_DIRECTIONS FOR THIS TASK_: All that is needed is every line of the listing below that has "Give".

_DATASET CONTENT_:
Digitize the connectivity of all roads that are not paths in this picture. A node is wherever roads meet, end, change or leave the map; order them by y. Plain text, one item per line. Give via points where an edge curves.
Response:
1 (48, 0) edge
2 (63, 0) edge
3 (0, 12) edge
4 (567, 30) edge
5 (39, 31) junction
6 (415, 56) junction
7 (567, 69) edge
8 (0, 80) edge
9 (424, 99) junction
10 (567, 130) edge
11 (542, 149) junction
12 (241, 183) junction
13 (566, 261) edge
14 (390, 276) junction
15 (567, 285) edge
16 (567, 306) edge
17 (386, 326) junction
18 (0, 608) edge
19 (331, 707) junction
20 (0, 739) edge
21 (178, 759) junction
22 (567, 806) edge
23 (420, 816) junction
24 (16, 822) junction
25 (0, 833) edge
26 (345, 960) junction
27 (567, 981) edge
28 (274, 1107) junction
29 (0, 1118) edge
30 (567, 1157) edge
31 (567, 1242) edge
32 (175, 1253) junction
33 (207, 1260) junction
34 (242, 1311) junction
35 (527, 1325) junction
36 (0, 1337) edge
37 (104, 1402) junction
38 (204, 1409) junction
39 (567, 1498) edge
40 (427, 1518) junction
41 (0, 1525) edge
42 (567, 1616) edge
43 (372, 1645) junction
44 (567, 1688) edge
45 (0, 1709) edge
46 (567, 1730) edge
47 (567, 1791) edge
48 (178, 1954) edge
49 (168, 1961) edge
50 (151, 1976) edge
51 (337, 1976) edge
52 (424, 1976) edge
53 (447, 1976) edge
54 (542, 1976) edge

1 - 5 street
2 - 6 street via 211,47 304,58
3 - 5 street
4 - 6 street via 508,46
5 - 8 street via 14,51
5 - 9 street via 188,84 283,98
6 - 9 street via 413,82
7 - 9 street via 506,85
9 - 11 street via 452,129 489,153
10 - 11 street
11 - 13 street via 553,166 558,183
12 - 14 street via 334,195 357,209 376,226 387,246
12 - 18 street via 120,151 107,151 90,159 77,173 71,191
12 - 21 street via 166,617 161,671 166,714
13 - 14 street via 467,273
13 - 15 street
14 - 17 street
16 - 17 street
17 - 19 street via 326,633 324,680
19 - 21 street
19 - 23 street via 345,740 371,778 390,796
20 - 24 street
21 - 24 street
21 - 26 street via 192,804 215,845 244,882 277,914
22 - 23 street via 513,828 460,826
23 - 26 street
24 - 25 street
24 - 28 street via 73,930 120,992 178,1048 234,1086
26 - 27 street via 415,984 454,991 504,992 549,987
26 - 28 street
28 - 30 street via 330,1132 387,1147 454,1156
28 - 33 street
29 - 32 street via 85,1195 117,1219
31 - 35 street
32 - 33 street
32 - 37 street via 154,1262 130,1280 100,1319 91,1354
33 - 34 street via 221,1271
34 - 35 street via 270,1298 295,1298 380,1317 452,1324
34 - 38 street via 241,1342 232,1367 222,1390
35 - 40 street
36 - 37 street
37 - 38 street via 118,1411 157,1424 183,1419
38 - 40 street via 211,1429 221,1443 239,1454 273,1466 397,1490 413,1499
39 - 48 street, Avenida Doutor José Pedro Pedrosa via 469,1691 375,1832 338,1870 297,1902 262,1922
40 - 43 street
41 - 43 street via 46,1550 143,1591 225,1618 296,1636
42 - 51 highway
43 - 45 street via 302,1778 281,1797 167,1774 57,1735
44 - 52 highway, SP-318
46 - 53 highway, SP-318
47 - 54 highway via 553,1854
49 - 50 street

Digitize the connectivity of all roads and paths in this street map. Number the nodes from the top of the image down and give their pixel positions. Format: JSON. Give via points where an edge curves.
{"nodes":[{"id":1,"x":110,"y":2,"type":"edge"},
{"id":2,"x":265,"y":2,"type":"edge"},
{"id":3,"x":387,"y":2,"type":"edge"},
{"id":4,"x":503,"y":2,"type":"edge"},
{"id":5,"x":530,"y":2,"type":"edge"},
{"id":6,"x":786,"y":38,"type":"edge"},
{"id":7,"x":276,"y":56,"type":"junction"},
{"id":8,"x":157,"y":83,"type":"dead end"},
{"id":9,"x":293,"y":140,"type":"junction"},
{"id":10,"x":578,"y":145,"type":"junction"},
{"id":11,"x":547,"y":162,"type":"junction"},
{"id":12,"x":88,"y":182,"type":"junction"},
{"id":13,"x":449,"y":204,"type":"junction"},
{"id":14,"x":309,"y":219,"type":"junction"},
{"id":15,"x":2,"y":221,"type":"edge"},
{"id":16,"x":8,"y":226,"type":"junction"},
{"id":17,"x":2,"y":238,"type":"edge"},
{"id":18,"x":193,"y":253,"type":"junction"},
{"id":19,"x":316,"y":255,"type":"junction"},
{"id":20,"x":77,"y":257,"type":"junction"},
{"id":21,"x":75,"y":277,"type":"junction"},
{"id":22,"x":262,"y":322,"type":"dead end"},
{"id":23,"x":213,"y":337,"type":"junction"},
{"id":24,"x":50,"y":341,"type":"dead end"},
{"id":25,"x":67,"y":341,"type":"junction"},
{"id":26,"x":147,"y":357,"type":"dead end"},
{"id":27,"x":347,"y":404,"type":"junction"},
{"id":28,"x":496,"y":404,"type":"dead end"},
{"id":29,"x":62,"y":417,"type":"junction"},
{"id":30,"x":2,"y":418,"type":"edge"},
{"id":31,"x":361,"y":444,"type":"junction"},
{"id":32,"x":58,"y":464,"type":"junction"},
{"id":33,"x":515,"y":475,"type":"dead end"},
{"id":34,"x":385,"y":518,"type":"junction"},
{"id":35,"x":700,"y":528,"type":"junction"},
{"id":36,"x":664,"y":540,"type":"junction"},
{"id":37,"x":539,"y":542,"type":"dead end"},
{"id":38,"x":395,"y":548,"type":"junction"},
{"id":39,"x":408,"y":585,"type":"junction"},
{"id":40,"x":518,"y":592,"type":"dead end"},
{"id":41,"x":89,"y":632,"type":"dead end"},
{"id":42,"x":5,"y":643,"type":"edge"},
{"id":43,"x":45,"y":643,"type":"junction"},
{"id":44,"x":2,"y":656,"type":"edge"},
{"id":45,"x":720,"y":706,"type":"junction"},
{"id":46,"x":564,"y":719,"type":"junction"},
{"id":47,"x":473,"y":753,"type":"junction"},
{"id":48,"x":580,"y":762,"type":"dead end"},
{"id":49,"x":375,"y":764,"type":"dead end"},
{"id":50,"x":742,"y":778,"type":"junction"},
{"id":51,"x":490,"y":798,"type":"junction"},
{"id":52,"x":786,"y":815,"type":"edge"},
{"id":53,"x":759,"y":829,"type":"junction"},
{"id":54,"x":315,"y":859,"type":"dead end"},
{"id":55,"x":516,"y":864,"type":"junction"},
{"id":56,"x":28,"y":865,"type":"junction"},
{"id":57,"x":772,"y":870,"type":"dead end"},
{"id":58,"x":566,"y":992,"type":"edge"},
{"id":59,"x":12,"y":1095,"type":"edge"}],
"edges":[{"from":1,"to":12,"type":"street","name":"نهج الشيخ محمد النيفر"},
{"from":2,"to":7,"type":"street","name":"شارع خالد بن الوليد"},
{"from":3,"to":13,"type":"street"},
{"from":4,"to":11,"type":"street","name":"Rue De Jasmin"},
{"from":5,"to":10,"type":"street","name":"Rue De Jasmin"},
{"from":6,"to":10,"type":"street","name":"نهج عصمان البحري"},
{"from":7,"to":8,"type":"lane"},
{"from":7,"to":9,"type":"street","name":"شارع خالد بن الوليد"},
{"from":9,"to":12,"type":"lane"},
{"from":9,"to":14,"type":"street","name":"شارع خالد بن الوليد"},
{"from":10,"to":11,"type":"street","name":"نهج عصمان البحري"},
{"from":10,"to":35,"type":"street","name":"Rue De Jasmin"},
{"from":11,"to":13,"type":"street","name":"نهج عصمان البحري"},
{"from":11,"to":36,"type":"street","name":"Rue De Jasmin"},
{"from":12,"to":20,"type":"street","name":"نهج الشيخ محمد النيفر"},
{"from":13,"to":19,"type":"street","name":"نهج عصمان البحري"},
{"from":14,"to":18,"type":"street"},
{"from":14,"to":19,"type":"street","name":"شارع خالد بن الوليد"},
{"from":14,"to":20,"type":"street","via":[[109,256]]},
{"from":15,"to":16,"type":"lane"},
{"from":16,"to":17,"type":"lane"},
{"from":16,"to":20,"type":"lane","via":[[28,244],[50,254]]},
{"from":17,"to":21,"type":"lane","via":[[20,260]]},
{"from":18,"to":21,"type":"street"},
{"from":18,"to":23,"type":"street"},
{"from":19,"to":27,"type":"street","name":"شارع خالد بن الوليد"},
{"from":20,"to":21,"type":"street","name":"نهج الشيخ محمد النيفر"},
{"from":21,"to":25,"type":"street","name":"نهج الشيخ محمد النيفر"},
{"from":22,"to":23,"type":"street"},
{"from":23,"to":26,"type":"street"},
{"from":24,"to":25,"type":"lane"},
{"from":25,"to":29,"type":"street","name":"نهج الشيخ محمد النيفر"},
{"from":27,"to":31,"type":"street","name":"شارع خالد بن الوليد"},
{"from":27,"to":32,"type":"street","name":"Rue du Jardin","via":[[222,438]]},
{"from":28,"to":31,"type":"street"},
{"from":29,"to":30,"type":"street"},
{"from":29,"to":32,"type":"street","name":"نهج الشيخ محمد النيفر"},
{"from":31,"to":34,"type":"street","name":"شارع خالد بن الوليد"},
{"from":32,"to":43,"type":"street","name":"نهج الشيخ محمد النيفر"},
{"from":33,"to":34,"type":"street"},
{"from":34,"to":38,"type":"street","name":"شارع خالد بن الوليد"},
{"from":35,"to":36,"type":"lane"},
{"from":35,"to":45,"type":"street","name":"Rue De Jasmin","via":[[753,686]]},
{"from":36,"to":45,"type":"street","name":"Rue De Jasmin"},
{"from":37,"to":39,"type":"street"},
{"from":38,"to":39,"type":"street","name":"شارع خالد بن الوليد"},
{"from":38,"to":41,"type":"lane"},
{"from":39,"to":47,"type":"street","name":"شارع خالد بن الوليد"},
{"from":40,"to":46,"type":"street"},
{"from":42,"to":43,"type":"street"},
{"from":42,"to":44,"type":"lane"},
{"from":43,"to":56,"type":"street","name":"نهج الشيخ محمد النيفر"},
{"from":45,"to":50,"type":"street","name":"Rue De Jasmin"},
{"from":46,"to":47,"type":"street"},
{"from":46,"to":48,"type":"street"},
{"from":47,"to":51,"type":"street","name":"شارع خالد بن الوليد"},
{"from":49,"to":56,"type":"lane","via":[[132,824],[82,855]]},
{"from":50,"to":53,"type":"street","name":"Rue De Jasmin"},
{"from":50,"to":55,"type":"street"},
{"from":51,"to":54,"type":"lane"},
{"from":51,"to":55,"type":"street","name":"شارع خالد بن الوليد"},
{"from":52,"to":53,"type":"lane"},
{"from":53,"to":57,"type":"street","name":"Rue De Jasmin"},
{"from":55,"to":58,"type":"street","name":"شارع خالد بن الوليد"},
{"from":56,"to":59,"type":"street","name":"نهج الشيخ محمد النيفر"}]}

_SOLVED PROBLEM_:
Digitize the connectivity of all roads that are not paths in this picture. A node is wherever roads meet, end, change or leave the map; order them by y. Plain text, one item per line. Give via points where an edge curves.
Digitize the connectivity of all roads and paths in this street map. Number the nodes from the top of the image down and give their pixel positions. Format: JSON. Give via points where an edge curves.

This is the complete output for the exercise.